Свежий взгляд ребенка даже тротуары уберегает от износа. В обществе Лоры я вновь обрел некоторые из радостей, которые дарил мне мой сын, когда был маленьким. Мы отправлялись поплавать на лодке в лесу, взбирались на Эйфелеву башню, гуляли на Тронской ярмарке, и Париж был нов, как в первый раз. Я водил ее в рестораны, которые давно осточертели мне деловыми обедами, — и с изумлением обнаруживал, что счастлив там. Когда я входил вслед за Лорой, то замечал на своем лице, сформированном случайностью черт, костяка и суровыми ударами Сопротивления таким образом, что ему не хватало лишь кепи легионера, взгляды, которые, казалось, прикидывали, что там есть настоящего внутри. Я знал, что пока неплохо выдерживаю это испытание на прочность, которому в шикарных ресторанах подвергают мужчин определенного возраста, сопровождающих молодую женщину. Я почти слышу шепот: «А собственно, сколько же лет Жаку Ренье? Трудно сказать… Его сыну уже за тридцать… Был с Шабаном в партизанах… Никогда не пьет… Должно быть, очень следит за собой». Я не следил за собой. У меня плоское, в шрамах лицо, светлые, сильно седеющие волосы, остриженные ежиком, и солидные челюсти: я вообще крепко скроен. Ношу одежду двадцатилетней давности, о которой ревниво забочусь: терпеть не могу менять гардероб. Внешность в итоге убедительная, и мой образ за последние десять лет почти не изменился. Я его сам создал и свыкся с ним.

Она вынырнула из простыней и подушек, словно из лебединой схватки, и протянула руку в поисках какой-нибудь ветви, чтобы выбраться на берег.

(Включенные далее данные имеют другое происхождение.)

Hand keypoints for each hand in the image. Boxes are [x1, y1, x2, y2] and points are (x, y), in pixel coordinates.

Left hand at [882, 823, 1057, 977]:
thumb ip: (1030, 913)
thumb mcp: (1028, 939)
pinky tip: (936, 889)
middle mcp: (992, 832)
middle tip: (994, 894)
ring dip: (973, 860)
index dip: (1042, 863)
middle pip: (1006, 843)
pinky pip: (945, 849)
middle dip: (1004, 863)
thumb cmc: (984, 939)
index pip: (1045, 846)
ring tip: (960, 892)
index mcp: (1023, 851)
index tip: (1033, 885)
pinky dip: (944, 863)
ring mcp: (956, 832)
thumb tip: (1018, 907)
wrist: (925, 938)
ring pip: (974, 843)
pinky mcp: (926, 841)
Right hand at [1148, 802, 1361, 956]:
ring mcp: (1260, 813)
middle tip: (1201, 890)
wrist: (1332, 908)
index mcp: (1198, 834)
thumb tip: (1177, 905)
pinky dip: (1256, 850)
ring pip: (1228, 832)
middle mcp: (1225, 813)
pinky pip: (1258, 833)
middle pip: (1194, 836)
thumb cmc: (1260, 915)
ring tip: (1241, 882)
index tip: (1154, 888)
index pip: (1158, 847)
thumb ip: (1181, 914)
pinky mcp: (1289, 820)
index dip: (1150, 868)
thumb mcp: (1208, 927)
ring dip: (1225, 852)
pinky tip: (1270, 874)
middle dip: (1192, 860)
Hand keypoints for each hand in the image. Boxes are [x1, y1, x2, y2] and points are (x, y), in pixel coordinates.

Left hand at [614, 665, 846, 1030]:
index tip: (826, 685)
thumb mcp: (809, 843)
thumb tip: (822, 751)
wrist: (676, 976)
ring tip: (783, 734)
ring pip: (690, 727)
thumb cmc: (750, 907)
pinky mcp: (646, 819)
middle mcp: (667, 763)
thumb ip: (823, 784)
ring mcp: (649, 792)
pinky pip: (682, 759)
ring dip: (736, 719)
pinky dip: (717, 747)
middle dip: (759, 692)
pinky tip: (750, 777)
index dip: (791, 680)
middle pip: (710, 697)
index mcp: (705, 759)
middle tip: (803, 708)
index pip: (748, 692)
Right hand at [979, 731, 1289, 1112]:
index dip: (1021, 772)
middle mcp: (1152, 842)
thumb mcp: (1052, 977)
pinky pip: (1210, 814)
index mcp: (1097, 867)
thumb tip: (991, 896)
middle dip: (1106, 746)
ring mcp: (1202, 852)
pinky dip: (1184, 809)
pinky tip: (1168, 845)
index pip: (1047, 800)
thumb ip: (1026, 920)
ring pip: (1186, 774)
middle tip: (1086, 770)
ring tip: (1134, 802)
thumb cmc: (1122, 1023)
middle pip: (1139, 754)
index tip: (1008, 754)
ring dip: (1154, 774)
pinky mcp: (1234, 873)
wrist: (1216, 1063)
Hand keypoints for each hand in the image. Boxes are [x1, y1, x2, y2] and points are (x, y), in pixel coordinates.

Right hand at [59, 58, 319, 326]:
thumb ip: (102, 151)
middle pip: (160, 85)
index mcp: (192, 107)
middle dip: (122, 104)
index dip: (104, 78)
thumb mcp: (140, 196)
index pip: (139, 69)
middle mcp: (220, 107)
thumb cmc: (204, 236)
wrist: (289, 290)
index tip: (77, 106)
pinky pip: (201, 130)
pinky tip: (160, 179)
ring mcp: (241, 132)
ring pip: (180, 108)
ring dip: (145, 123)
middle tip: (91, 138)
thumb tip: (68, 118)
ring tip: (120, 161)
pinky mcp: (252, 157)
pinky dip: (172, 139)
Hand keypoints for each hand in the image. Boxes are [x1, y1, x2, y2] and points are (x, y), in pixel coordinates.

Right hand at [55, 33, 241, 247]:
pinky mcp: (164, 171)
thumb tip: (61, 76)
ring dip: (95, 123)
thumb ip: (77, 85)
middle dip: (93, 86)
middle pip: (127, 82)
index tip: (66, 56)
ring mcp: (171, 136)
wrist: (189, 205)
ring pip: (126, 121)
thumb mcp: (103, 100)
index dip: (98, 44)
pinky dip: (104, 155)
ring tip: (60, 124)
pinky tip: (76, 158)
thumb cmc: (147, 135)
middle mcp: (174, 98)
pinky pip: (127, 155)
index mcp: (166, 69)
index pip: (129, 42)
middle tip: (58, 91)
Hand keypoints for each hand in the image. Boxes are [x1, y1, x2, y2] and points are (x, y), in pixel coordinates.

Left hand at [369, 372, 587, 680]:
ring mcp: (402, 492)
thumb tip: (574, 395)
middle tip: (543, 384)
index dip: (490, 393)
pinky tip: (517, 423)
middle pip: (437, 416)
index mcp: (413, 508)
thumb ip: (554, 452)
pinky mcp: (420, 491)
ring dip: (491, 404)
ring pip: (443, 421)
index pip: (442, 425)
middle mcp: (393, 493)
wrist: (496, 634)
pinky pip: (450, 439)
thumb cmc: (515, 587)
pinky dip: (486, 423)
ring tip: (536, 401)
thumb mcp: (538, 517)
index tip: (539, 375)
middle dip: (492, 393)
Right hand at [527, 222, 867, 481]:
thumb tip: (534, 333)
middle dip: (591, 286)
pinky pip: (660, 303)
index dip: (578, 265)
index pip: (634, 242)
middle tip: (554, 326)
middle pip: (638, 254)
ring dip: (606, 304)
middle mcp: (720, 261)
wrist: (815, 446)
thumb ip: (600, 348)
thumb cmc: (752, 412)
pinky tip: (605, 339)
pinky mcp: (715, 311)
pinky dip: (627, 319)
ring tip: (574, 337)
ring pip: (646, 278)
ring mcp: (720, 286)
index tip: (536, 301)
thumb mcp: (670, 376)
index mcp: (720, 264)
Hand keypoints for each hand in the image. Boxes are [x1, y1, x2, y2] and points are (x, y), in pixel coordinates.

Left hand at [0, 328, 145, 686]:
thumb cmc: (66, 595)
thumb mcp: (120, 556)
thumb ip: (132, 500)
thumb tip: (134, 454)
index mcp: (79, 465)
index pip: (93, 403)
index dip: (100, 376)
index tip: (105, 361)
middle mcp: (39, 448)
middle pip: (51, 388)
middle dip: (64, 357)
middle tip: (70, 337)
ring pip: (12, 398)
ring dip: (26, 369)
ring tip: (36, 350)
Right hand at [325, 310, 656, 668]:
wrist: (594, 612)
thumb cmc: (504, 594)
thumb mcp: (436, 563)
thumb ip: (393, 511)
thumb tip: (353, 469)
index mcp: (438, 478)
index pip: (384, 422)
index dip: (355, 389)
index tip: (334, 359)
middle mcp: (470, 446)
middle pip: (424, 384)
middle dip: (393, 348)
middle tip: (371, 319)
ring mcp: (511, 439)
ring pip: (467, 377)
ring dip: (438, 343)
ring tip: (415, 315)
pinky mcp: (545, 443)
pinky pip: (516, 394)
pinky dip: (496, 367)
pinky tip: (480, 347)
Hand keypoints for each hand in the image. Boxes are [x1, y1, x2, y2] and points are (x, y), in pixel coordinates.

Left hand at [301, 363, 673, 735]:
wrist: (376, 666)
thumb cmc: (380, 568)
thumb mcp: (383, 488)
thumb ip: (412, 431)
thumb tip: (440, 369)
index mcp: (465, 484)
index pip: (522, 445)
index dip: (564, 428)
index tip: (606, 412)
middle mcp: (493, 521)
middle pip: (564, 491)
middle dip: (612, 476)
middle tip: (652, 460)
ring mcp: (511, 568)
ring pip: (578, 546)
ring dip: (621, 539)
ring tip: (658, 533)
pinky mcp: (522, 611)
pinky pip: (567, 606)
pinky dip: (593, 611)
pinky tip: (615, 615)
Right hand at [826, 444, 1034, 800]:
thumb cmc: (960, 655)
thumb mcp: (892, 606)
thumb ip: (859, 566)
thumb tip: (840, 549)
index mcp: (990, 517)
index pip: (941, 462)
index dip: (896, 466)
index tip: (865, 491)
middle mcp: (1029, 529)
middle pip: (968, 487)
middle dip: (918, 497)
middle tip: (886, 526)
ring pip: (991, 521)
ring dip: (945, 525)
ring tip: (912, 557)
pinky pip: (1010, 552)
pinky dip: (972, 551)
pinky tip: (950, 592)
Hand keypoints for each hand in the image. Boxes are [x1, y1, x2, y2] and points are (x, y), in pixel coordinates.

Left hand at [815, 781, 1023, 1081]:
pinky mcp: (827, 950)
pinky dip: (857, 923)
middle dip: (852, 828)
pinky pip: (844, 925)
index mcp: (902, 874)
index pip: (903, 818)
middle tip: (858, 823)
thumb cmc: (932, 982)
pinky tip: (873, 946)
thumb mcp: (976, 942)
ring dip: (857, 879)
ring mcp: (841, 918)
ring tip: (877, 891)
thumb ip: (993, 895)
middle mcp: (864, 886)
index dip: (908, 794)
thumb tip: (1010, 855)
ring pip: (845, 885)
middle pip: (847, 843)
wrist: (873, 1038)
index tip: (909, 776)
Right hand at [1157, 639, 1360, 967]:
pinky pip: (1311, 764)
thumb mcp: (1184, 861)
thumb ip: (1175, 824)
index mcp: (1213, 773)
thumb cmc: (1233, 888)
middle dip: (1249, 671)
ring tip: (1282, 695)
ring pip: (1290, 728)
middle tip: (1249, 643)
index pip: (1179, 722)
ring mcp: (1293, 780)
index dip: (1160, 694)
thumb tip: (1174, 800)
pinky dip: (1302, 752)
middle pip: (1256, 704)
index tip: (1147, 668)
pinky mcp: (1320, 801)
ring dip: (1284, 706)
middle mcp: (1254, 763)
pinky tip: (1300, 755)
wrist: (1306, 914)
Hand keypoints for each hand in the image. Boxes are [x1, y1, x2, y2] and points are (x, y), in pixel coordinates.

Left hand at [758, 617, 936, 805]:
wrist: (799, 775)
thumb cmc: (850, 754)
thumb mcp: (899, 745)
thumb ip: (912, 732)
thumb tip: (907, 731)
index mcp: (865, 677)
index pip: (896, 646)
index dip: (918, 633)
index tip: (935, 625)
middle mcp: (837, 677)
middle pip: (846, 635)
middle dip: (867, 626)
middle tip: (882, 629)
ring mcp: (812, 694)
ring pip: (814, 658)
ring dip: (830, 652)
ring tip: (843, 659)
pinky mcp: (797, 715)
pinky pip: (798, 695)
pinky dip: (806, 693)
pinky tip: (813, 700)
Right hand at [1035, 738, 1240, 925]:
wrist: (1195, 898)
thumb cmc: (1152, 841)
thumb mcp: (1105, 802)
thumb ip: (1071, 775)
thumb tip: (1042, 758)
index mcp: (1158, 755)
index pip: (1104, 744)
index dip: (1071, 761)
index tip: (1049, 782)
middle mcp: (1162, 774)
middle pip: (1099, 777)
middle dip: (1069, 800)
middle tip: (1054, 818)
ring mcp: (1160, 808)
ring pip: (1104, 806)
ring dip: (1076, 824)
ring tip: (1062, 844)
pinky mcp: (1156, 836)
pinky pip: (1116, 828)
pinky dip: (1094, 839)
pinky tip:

Она прятала лицо, когда стонала, словно стыдясь, и, кусая себе руку, не давала своему крику подняться к небу. Я ей сказал, что меня огорчает этот недостаток милосердия к небесам.

— Я воспитывалась в монастыре, у добрых сестер, — объяснила она мне, — и сама удивилась, когда узнала, что бразильские монашки дают такой обет молчания. Мне вчера мама звонила из Рио, и я ей сказала про тебя. Она все знает.

— Надо всегда обо всем рассказывать матери, когда она на другом конце света. Как она к этому отнеслась?

— Очень хорошо. Сказала, что раз я счастлива, то это неважно.

— Никак не могу привыкнуть к построению бразильских фраз. Что неважно? Быть счастливой?

Ее взгляд блуждает по моему лицу, даря ему чуточку своей веселости.

— Не бойся, Жак…

Я резко вскидываю голову:

— Почему ты так говоришь? Чего бояться?

— Меня. Ты не привык, чтобы тебя любили как волна взахлест, и я знаю, что ты держишься за свою свободу.

— Не говори глупости. Ты со мной, какого черта мне с ней делать? Нечего. На, возьми ее. Дарю. Сшей из нее занавески. Нет никакой свободы, Лора. Биологически мы все угнетены. Природа, та самая природа, которую так защищают, требует от нас покорности. Надо спасать океаны, деревья, и воздух вроде тоже, но человек живет угнетенным и его постоянно грабят… Так что я хотел бы умереть до того.

— До чего?

Я спохватываюсь. Сажусь в постели, беру тебя за руку и долго держу, прижав ладонь к своей щеке, закрыв глаза. У тебя руки как у ребенка. Быть может, мне надо было завести дочку?

— Умереть до чего?

— До того, как все океаны будут отравлены, а жизнь потеряет свои самые красивые перья. До того, как все розы посереют.

— Это может быть очень красиво — серая роза…

… Если бы у меня была дочка, я бы, может, выпутался.

— Лора…

Она заключает меня в свои объятия. Кажется, что ночь вдруг становится не такой, словно существует какая-то иная ночь, та, что успокаивает слишком юные сердца в слишком старых телах. Я закрываю глаза, чтобы ты могла прикоснуться пальцами к моим векам. Я чувствую, как слезы подкатывают к горлу, потому что есть предел в упадке сил. Лора, вот уже сорок пять лет, как я мечтаю жениться на своей первой любви. Деревенская церковь, господин мэр, дамы, господа, кольцо на пальце, совсем девственное «да»: Господи, как же мне надо переделать себя заново! Я буду неловким, обещаю тебе, все будет в первый раз, где-нибудь в Бретани, чтобы шел дождь и незачем было выходить, а повсюду весна, весна, которая так идет тебе, эта утраченная родина, о которой шепчутся меж собой осенние ночи. Я борюсь со сном, потому что нахожусь в том самом состоянии полубодрствования, когда чувствительность притупляется и почти можно быть счастливым.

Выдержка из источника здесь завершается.